Someone asked me recently to offer some of my favorite tips for those traveling and working virtually with technology, in the U.S. and internationally. Here they are.
- Do not depend on the infrastructure, electricity, phone lines, or Internet access in remote areas of the U.S. and in many international locations.
- Carry currency adapters for conversion of electricity outside of the U.S.
- Carry a clear copy of your passport in a secure place, separate from your checked luggage and separate from where you carry your passport. It is possible to return to the U.S. with a photocopy of your passport, and it is useful to show to the Embassy if your passport is stolen.
- If you are staying in a modern hotel, verify before you travel, by phone (by Skype, or online to the hotel’s website) what access is available in your room, and in the business center, for what prices (they may be different).
- In Qatar, online access was expensive in my room, but free for one hour in the business center.
- I have found that email correspondence to make arrangements for service in other countries does not guarantee results, and is not treated as the same level of communication as it is in the States.
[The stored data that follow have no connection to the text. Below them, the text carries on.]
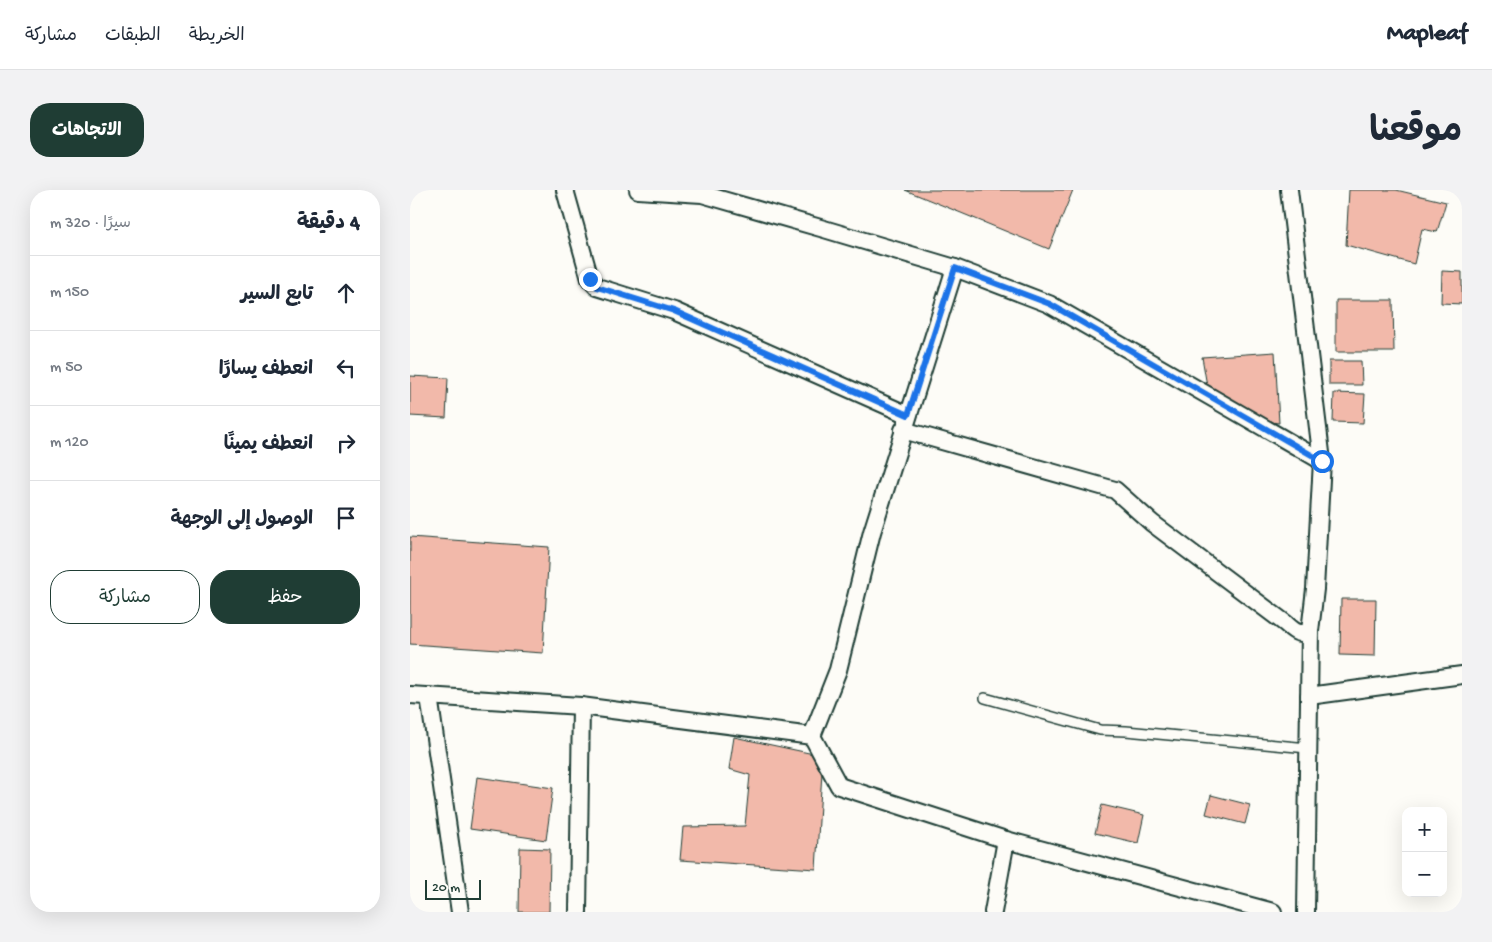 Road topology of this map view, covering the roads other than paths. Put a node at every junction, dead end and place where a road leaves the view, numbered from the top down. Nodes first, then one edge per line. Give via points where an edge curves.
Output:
1 (565, 190) edge
2 (638, 190) edge
3 (1290, 190) edge
4 (955, 268) junction
5 (906, 423) junction
6 (1322, 461) junction
7 (1310, 630) junction
8 (1462, 675) edge
9 (410, 695) edge
10 (430, 696) junction
11 (1309, 696) junction
12 (985, 698) dead end
13 (581, 706) junction
14 (812, 736) junction
15 (1308, 748) junction
16 (1006, 840) junction
17 (460, 912) edge
18 (578, 912) edge
19 (993, 912) edge
20 (1273, 912) edge
21 (1306, 912) edge

1 - 5 street via 590,279 597,287 674,311
2 - 4 street via 702,194
3 - 6 street
4 - 5 street
4 - 6 street via 1050,304
5 - 7 street via 1115,490 1152,523 1295,632 1304,634
5 - 14 street via 872,532 838,670
6 - 7 street
7 - 11 street
8 - 11 street
9 - 10 street
10 - 13 street
10 - 17 street
11 - 15 street
12 - 15 lane via 1100,730
13 - 14 street
13 - 18 street
14 - 16 street via 840,786
15 - 21 street
16 - 19 street
16 - 20 street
- Segment your email addresses to use one for your priority email. This way you can avoid downloading the other addresses until it is convenient.
- Carry your wireless card with you at all times, in case you can access the Internet via cell phone tower, and avoid other access, which may be unreliable or expensive.
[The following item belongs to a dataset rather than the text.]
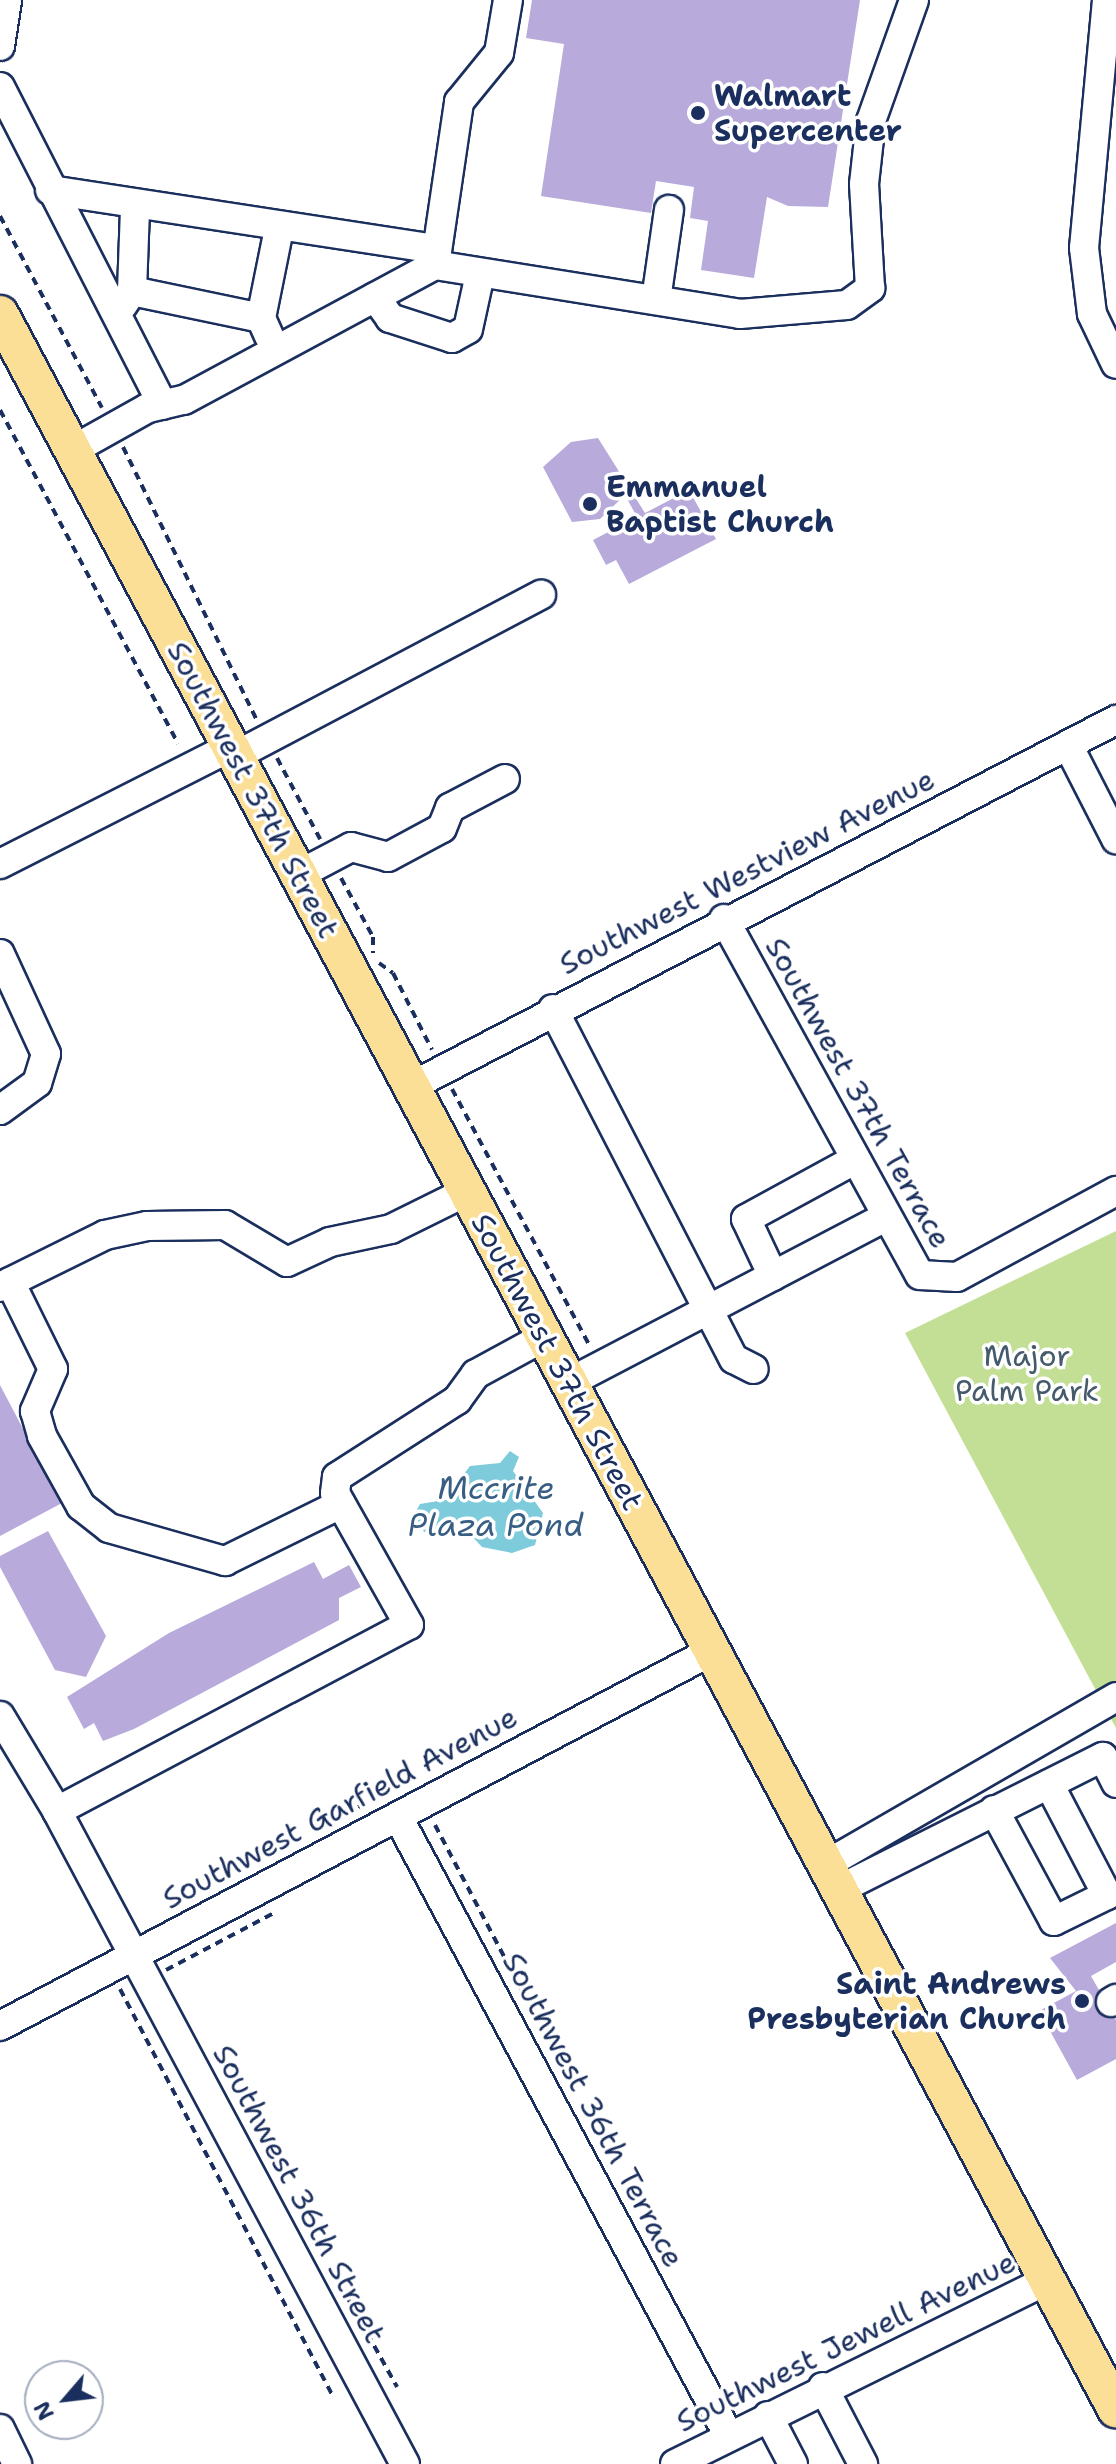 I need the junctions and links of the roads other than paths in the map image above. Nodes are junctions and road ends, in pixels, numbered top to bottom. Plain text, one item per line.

- Fully charge your cell phone before traveling. Carry your charger with you, separate from your checked luggage. Carry a 2nd battery for your cell phone, and/or one of those remote chargers you can buy at drugstores.
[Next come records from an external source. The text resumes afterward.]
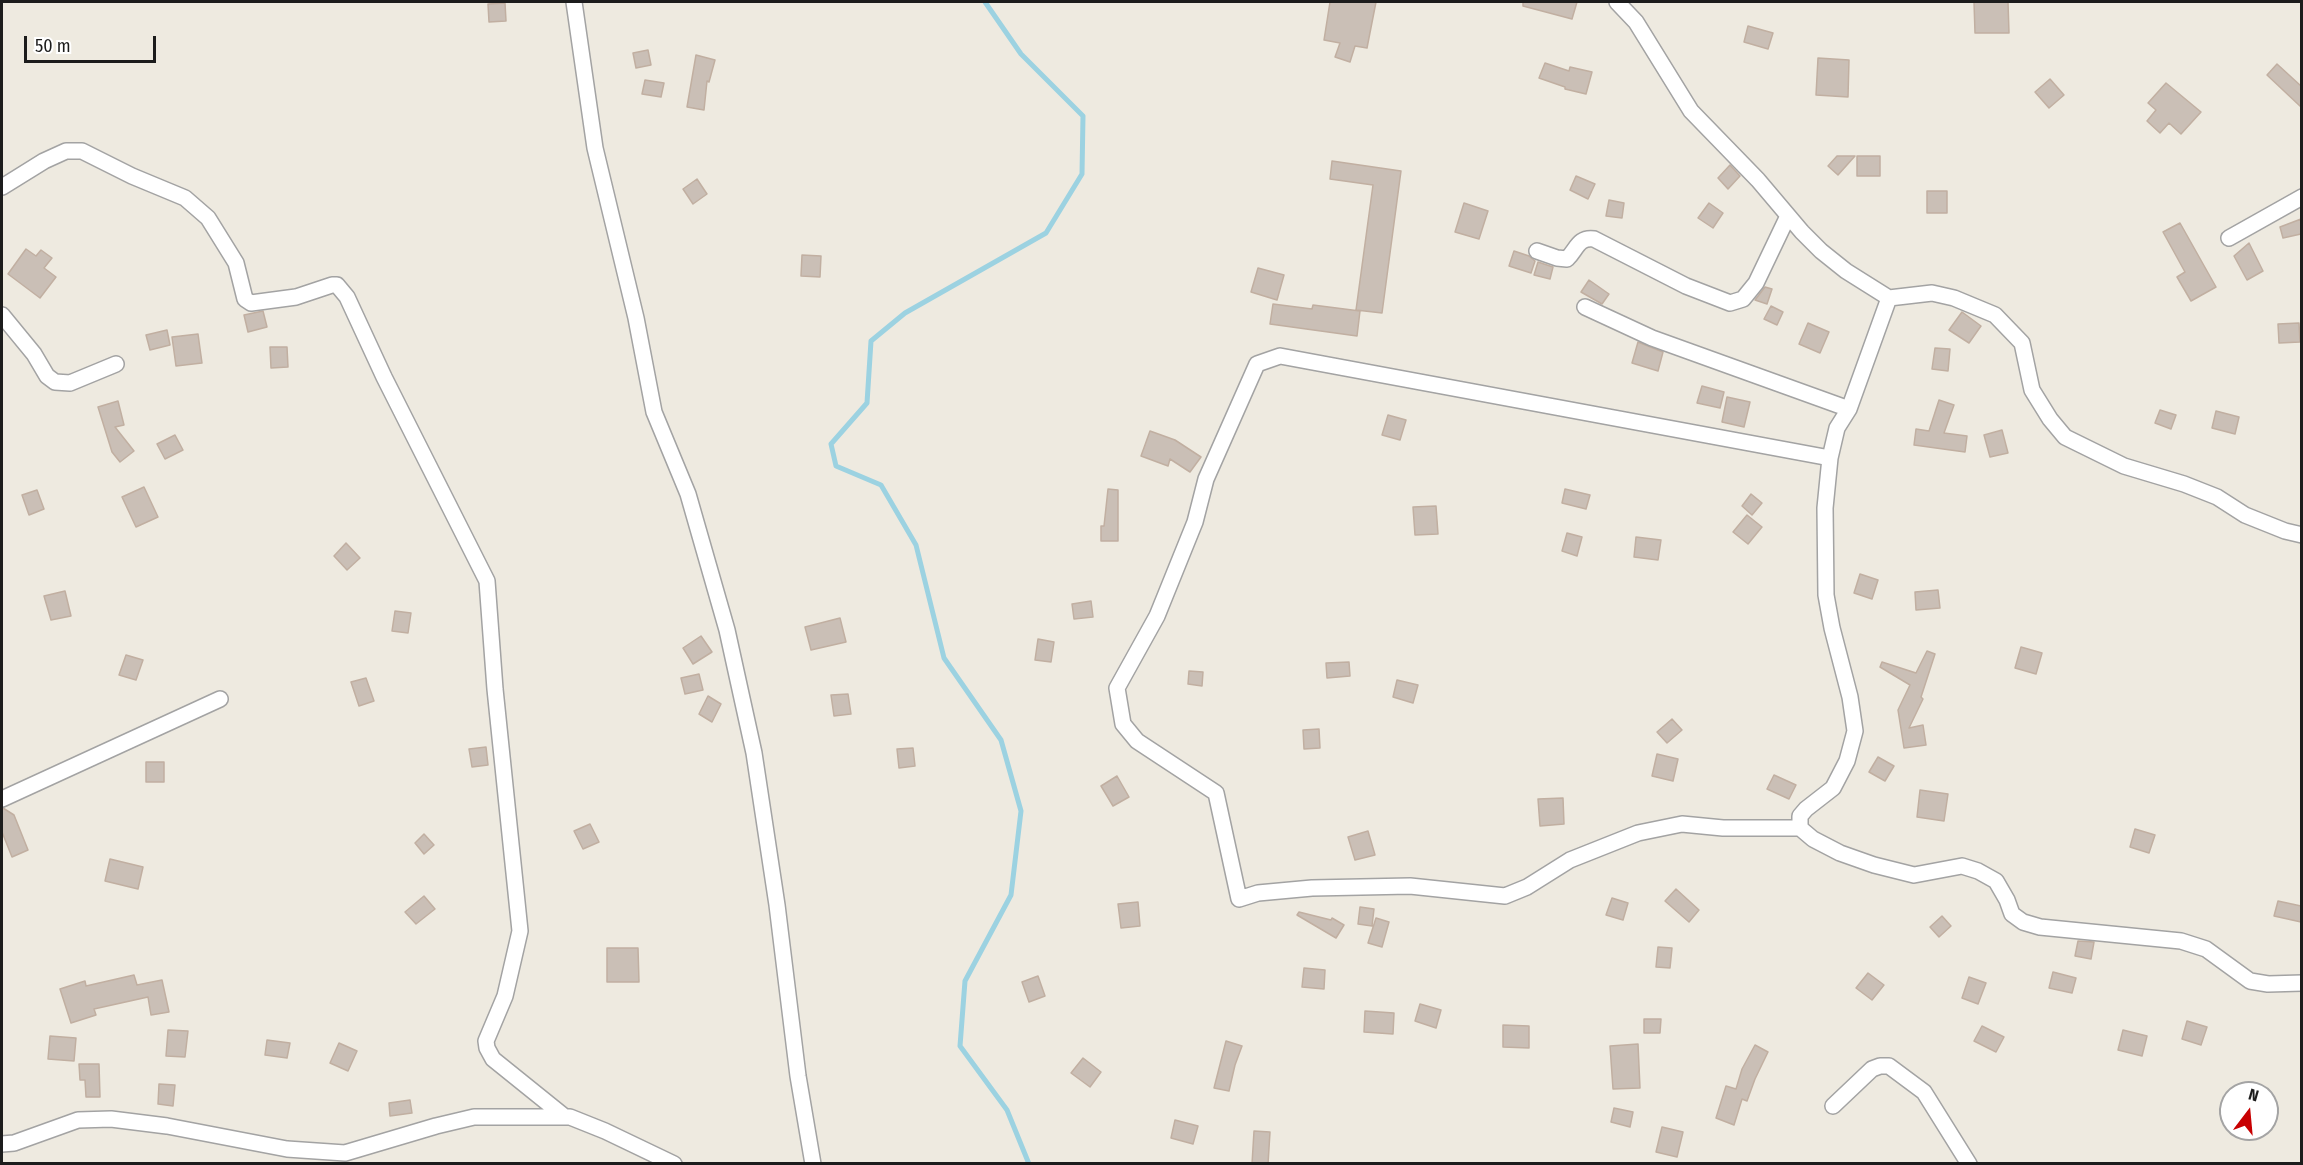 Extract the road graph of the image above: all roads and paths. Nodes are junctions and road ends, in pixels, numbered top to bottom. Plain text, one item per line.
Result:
1 (574, 2) edge
2 (1617, 2) edge
3 (2, 187) edge
4 (2301, 197) edge
5 (1788, 216) junction
6 (2229, 238) dead end
7 (1537, 251) dead end
8 (1890, 298) junction
9 (1585, 307) dead end
10 (2, 315) edge
11 (116, 364) dead end
12 (1848, 409) junction
13 (1830, 458) junction
14 (2301, 535) edge
15 (220, 699) dead end
16 (2, 799) edge
17 (1800, 828) junction
18 (2301, 983) edge
19 (1833, 1106) dead end
20 (566, 1117) junction
21 (2, 1144) edge
22 (674, 1164) edge
23 (813, 1164) edge
24 (1969, 1164) edge

1 - 23 street
2 - 5 street
3 - 20 street
4 - 6 street
5 - 7 street
5 - 8 street
8 - 12 street
8 - 14 street
9 - 12 street
10 - 11 street
12 - 13 street
13 - 17 street
13 - 17 street
15 - 16 street
17 - 18 street
19 - 24 street
20 - 21 street
20 - 22 street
- On your computer, protect your passwords and private information; when in doubt about the security of the line, find other access, or wait. Once your password is stolen, the hassle-factor of fixing it is expensive and time-consuming.
- If you are traveling to remote areas that may require dial–up, make certain you have a dial-up provider installed and on contract.
* Carry your own phone cords, and a connector so you have a phone cord at least 25 feet long (you may have no other way to reach the socket).
* Carry a “double-line” adapter – in case you need to use your phone cord in one but keep the other phone line active in the other.
* Working in Shanghai in 1997, we used these tools to borrow our joint-venture partner’s fax line after hours to get online to AOL in Hong Kong to retrieve our mail. In our company of 26 employees, there was one phone line and one fax line. We had one of each because the Company was favored by the Government. China has moved ahead since then, but many countries have not.
- Use a password on your computer at the Start level.
- Use a password within your applications to protect all confidential information, especially banking information, any list of security codes or passwords, etc.
- Keep your computer with you at all times. Do not check it through baggage at the airlines. Keep it locked in your carry on luggage on the plane.
- Do not leave your computer out in any hotel room, no matter how high-end the hotel. Lock it in the safe whenever you leave the room. If there is no room safe, lock it in your luggage whenever you leave the room.
- Leave your “do not disturb” sign on your door when you are out.
- Carry blank flash drives and discs to receive information that may not be available to reach you in any other way.
* These are also useful for transferring files for printing (often the technology breakdown in hotels is about printing, and you don’t want to have to find the local Kinko’s).
- Carry your second computer battery always.
- Before traveling, copy your hard drive to your remote drive, and make two additional copies on flash drives, DVD discs, or external drives.
*Before traveling, charge both your batteries fully.
* Leave one copy where someone you trust can send it to you in an emergency; carry the other with you, but separate from your computer in a secure and locked place.
* A California colleague of mine had a computer crash in London two days before a major presentation. He flew round trip to L.A. to retrieve his backup copy, as he had backed it up but not carried it with him, and not arranged for anyone to be able to send it on to him. Don’t leave home without it!
A hassle to do all this? Consider the consequences of not doing them. Sometimes to live successfully in such a fast-paced world, we need to slow down just enough to make the going smoother.